Lee Gillam and Mariam Tariq
Department of Computing,
University of Surrey,
Guildford, GU2 7XH, United Kingdom
{l.gillam, m.tariq}@surrey.ac.uk
Introduction
The Encyclopaedia Britannica’s (EB) definition of ontology as “the theory or study of being as such;
i.e., of the basic characteristics of all reality” has been overtaken in recent years by the use of
“ontology” to describe the representation of information such that it can be reasoned over, which some
consider to be “knowledge”. Sowa’s view of ontology as “the study of the categories of things that
exist or may exist in some domain” [18] seems to provide a link between the EB definition and
Gruber’s commonly cited “explicit specification of a conceptualization” [5]. The effective reduction of
“ontology” to representation leads to its consideration as a tool for developing solutions to, for
example, problems of translation [14], information retrieval [15], [6], knowledge management [12] and
other issues related to knowledge-based activities [2]. For these and other authors, an ontology is
produced by hand-crafting a representation of a specific domain, or by renaming an existing language
resource: here, Wordnet, and its EuroWordnet variants, are such examples [15], [18].

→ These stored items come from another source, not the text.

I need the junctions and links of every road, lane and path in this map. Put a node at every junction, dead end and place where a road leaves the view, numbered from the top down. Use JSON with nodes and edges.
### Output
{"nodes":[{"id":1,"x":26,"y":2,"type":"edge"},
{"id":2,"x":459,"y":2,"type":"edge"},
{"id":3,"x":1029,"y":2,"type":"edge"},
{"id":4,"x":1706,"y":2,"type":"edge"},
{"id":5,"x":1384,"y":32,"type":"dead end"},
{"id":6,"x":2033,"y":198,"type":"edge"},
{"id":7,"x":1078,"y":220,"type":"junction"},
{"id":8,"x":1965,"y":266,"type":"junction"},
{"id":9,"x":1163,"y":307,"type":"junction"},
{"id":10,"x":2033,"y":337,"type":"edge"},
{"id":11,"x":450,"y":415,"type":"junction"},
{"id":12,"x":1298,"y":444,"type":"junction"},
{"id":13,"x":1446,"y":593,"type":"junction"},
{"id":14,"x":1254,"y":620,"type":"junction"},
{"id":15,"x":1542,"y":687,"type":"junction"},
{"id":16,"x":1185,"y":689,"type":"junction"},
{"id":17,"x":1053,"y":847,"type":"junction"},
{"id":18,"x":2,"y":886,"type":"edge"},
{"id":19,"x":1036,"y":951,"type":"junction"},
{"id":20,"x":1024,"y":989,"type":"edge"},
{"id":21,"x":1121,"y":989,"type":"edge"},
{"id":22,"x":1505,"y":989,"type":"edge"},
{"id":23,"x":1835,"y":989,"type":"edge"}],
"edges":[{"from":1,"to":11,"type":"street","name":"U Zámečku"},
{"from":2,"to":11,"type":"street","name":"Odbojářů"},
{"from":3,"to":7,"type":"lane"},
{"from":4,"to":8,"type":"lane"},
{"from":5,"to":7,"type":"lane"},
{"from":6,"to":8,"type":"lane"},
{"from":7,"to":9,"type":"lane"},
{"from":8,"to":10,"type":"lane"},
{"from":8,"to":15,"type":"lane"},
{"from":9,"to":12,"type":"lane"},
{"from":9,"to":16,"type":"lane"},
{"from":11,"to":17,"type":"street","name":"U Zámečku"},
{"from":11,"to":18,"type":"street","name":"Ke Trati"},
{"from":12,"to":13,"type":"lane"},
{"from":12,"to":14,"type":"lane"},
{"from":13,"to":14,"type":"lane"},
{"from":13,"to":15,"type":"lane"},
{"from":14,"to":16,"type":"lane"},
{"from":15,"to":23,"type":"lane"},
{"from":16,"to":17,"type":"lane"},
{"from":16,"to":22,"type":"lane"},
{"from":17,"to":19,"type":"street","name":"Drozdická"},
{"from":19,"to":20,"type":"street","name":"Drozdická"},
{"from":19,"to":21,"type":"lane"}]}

The reduction of ontology to language resources occurs, perhaps, as an evolution of the work of
philosophers such as Wittgenstein who reduced the study of existence to the study of language; this
alignment of language and ontology is apparent elsewhere [8], [9]. By accepting such a reduction, we
can argue that the production of (the representation of) an ontology, can be reduced to the problem of
language understanding and analysis. Work on ontology construction, especially that of Alexander
Maedche, suggests the potential for automatic population of ontologies from text, referred to by some
as “ontology learning” [11], [3], [13]. These approaches use measures such as the information retrieval
favourite term-frequency/inverse-document-frequency (TF/IDF), entropy measures, part-of-speech
tagging and other devices for suggesting terms to the user. The burden of constructing the ontology
from the results of these operations rests squarely with the user. By constraining this reduction further
to specialist languages, the reduction of the study of ontology to the study of language suggests that the
problem of ontology engineering, or learning, can be reduced to one that is previously unsolved: the
automatic acquisition of terminological knowledge from domain texts. Most advocates of ontology (as
representation), with a few exceptions [3], pay little heed to terminology science, and yet arguably they
are only creating (limited) terminologies. Sowa notes that “subsets of the terminology can be used as
starting points for formalization”, and that this is a valid endeavour since “most fields of science,
engineering, business, and law have evolved systems of terminology or nomenclature for naming,
classifying, and standardizing their concepts” [18].
Encouraged by the works of Sowa and Maedche, we seek to develop a method for the automatic
derivation of ontologies, informed by work in terminology science, using mechanisms for extracting
and organising terms from text corpora. Maedche suggests the use of an ontology structure to map
between Wordnet and an ontology representation. If we describe an approach to terminology
acquisition, informed by recent developments in international standards for terminology that can be
used to seed such terminology collections, and map between terminology and ontology via an ontology
structure, we can potentially reduce the burden of both terminology and ontology acquisition. If such a
mapping can be made, large-scale validated terminology collections may be of value to ontology
developers as seeds for a domain. Here, we consider collections of terminology developed in
accordance with an international standard that enables the development of terminology standards (ISO
704). Adopting this approach to terminology production provides a ready-to-use peer-agreed resource
for such activities, although the approach to creation of such a collection is human-resource intensive.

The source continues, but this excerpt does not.